WHAT TO WORK ON: Read through the data and report every line in which the word "Hilbo" occurs.

#####

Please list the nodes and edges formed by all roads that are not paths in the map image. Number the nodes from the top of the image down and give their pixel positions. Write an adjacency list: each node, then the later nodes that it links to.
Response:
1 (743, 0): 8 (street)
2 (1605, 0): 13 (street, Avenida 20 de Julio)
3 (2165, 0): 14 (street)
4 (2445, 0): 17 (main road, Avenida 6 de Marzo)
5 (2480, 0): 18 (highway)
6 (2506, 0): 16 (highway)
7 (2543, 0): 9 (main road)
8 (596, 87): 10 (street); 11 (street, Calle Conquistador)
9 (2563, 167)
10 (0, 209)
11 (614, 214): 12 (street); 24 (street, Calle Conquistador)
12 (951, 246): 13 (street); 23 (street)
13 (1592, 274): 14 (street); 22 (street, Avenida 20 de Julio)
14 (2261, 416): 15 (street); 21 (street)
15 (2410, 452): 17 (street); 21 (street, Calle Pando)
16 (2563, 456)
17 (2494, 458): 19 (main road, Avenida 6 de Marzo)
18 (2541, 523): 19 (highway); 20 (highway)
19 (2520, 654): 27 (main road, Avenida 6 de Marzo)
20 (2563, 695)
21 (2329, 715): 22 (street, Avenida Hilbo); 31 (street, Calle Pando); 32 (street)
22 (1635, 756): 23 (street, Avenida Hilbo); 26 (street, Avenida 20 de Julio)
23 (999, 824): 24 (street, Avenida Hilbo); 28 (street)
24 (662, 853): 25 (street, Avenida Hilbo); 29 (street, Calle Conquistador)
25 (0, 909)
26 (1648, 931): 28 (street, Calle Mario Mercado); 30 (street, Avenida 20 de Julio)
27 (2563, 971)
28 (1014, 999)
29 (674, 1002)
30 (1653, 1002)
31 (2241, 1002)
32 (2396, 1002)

#####

RESPONSE BELOW:
21 (2329, 715): 22 (street, Avenida Hilbo); 31 (street, Calle Pando); 32 (street)
22 (1635, 756): 23 (street, Avenida Hilbo); 26 (street, Avenida 20 de Julio)
23 (999, 824): 24 (street, Avenida Hilbo); 28 (street)
24 (662, 853): 25 (street, Avenida Hilbo); 29 (street, Calle Conquistador)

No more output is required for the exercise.